> **PROBLEM**: Across the listing below, how many lines hold "bends"? Reply with the number by itself.

DATA FOR THE TASK: Begin

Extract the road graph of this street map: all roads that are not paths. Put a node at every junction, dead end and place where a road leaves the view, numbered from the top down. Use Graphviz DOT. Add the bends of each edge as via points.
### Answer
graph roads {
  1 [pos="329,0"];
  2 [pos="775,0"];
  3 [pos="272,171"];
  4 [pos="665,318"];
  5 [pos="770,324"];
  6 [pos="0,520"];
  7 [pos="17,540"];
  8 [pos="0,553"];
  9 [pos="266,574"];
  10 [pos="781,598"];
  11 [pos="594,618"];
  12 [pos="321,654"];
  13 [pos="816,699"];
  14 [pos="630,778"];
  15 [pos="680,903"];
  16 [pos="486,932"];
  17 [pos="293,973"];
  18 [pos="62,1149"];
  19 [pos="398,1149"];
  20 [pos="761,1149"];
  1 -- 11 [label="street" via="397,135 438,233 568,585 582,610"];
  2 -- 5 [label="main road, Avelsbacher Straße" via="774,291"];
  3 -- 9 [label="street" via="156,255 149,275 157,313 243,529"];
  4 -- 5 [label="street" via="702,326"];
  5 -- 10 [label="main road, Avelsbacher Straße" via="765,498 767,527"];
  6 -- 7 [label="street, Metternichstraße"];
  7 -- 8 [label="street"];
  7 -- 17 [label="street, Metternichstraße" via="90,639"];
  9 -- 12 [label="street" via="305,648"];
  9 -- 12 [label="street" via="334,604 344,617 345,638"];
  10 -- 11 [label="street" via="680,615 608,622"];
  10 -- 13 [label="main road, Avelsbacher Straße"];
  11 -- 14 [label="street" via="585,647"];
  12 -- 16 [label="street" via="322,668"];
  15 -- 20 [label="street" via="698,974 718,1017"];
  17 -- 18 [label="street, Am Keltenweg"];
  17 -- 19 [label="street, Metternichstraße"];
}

DATA FOR THE TASK: End
DATA FOR THE TASK: Begin

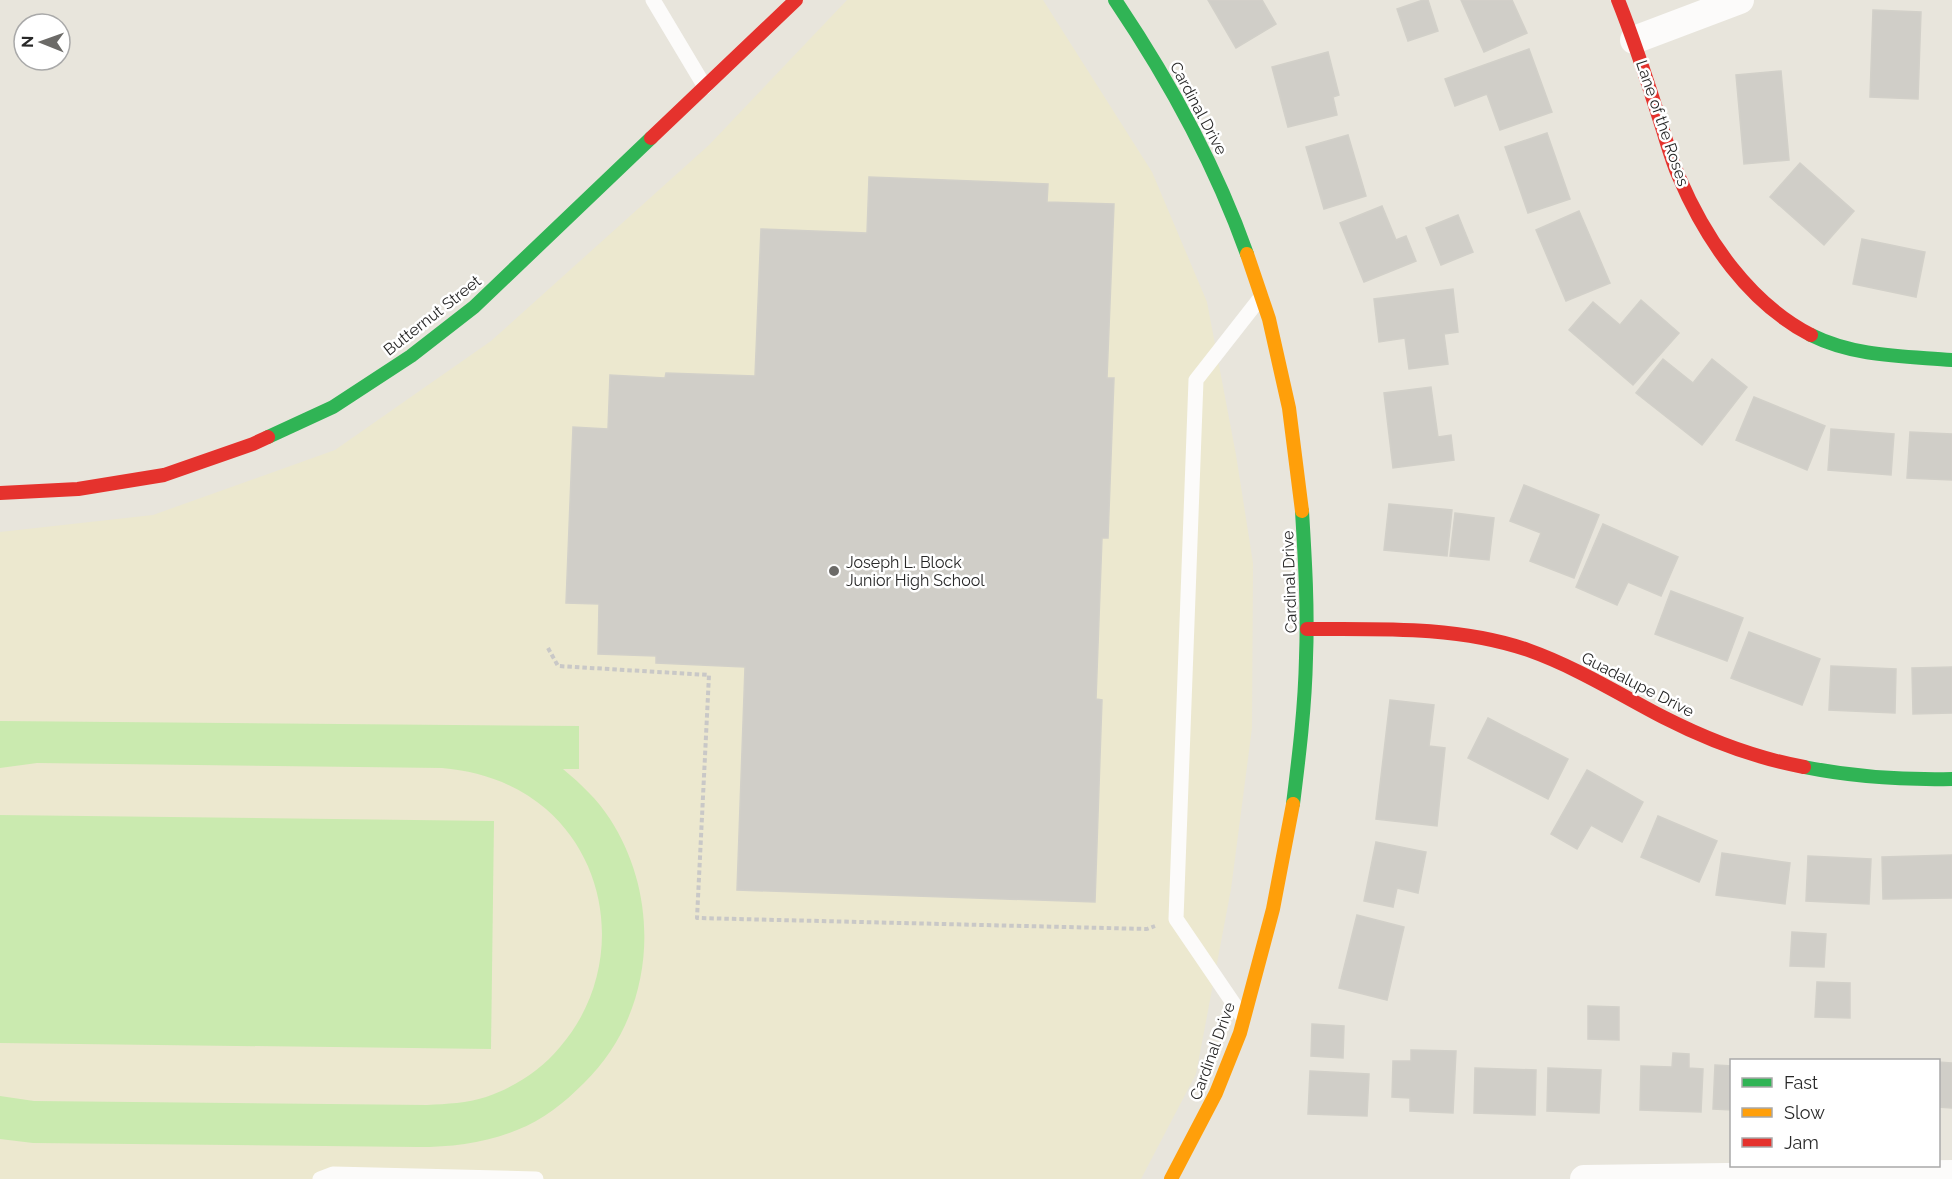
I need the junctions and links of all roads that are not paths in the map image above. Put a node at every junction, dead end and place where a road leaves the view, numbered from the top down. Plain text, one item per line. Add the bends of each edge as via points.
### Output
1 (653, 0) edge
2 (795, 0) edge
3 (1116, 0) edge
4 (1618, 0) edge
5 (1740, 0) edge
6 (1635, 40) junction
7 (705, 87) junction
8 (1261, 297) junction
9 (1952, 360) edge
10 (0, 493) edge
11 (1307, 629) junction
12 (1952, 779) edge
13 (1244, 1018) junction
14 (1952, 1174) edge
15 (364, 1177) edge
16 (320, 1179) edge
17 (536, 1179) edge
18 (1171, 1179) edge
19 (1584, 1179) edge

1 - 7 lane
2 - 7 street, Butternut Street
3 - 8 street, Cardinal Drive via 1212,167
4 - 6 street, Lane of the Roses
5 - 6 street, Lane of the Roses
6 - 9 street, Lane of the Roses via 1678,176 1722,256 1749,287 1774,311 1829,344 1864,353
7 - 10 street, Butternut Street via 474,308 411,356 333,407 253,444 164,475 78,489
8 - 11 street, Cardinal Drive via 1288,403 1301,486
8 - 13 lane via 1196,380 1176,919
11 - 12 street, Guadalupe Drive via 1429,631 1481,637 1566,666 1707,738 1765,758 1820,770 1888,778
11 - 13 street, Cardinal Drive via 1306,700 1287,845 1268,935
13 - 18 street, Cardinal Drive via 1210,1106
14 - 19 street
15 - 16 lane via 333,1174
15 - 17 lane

DATA FOR THE TASK: End
DATA FOR THE TASK: Begin

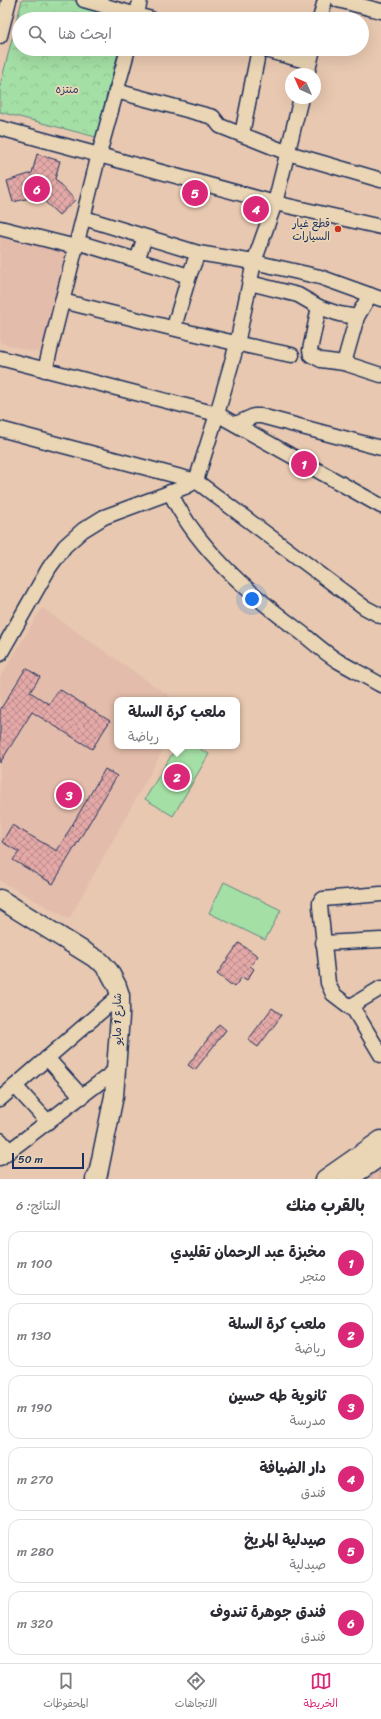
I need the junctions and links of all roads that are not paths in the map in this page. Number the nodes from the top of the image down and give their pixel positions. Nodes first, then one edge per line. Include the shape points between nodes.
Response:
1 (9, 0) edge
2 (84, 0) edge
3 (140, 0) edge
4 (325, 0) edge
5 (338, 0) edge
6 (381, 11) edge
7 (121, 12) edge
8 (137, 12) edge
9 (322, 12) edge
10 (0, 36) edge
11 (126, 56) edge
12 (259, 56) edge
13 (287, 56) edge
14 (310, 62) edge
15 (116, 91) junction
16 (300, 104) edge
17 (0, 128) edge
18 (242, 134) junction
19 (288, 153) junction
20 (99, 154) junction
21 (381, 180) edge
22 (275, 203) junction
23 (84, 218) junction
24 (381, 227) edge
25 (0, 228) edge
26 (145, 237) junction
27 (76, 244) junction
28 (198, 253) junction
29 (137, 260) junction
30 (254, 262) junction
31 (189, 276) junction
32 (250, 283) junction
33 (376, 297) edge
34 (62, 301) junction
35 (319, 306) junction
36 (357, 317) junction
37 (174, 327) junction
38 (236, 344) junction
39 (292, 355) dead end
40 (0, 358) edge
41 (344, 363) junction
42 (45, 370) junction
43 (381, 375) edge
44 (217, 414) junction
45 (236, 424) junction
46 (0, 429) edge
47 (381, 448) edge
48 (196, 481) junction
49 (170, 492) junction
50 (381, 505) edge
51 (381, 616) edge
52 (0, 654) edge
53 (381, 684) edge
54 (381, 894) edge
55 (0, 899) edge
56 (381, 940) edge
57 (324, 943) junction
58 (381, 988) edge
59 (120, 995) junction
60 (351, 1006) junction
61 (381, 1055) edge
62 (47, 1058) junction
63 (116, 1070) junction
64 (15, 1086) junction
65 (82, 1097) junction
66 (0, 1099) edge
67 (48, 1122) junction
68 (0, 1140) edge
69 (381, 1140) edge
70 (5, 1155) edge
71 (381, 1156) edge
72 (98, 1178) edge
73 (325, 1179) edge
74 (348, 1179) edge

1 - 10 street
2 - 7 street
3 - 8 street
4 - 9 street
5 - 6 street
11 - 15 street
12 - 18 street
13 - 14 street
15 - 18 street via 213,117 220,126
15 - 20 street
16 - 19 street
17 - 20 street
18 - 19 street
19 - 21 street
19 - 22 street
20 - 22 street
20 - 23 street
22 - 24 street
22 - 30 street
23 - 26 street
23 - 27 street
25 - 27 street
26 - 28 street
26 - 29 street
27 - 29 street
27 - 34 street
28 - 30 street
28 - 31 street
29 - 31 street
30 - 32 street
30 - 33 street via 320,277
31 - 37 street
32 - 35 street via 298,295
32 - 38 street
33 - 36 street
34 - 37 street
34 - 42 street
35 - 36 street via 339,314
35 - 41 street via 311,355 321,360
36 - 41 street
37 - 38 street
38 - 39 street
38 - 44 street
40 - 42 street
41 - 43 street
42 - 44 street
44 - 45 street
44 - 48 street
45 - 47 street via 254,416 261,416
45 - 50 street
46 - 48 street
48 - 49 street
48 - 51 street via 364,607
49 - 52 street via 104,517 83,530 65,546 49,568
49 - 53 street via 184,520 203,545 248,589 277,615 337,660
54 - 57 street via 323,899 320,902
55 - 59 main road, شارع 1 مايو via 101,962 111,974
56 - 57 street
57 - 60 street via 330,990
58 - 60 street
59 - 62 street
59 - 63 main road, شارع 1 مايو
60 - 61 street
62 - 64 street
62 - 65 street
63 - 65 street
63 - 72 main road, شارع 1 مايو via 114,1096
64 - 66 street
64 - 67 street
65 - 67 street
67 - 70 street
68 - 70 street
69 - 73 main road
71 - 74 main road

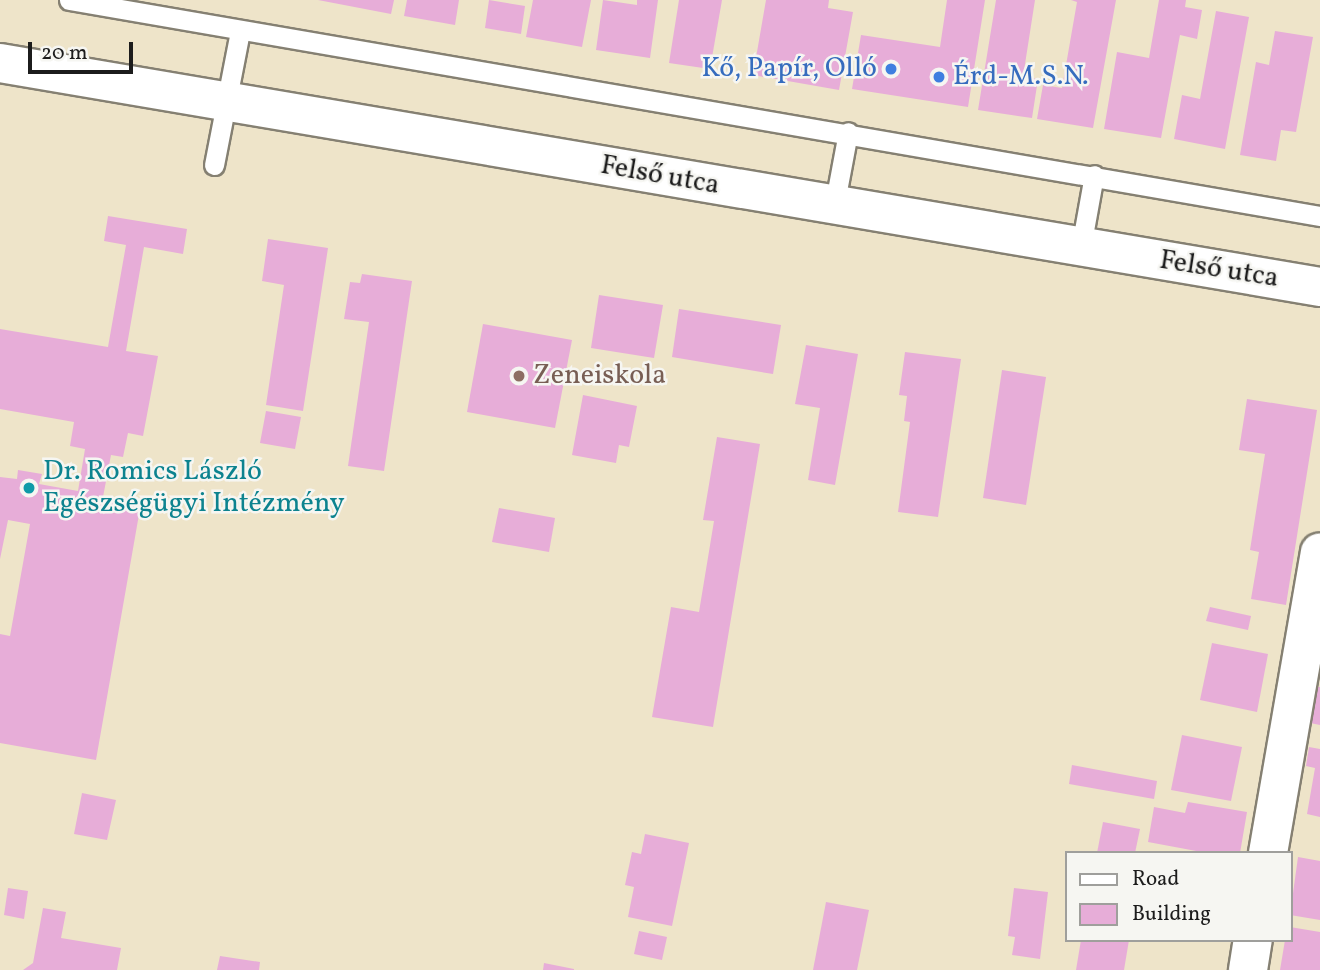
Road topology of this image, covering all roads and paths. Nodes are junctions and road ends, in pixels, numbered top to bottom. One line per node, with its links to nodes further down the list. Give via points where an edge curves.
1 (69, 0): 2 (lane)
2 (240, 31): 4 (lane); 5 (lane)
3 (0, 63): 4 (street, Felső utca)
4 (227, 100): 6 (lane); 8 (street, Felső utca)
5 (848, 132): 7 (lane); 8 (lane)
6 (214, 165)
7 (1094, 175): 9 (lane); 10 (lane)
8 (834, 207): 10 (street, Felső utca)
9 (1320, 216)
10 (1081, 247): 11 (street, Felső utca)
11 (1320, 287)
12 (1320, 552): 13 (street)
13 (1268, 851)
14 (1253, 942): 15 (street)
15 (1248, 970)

DATA FOR THE TASK: End

> **COMPLETED TASK**: 2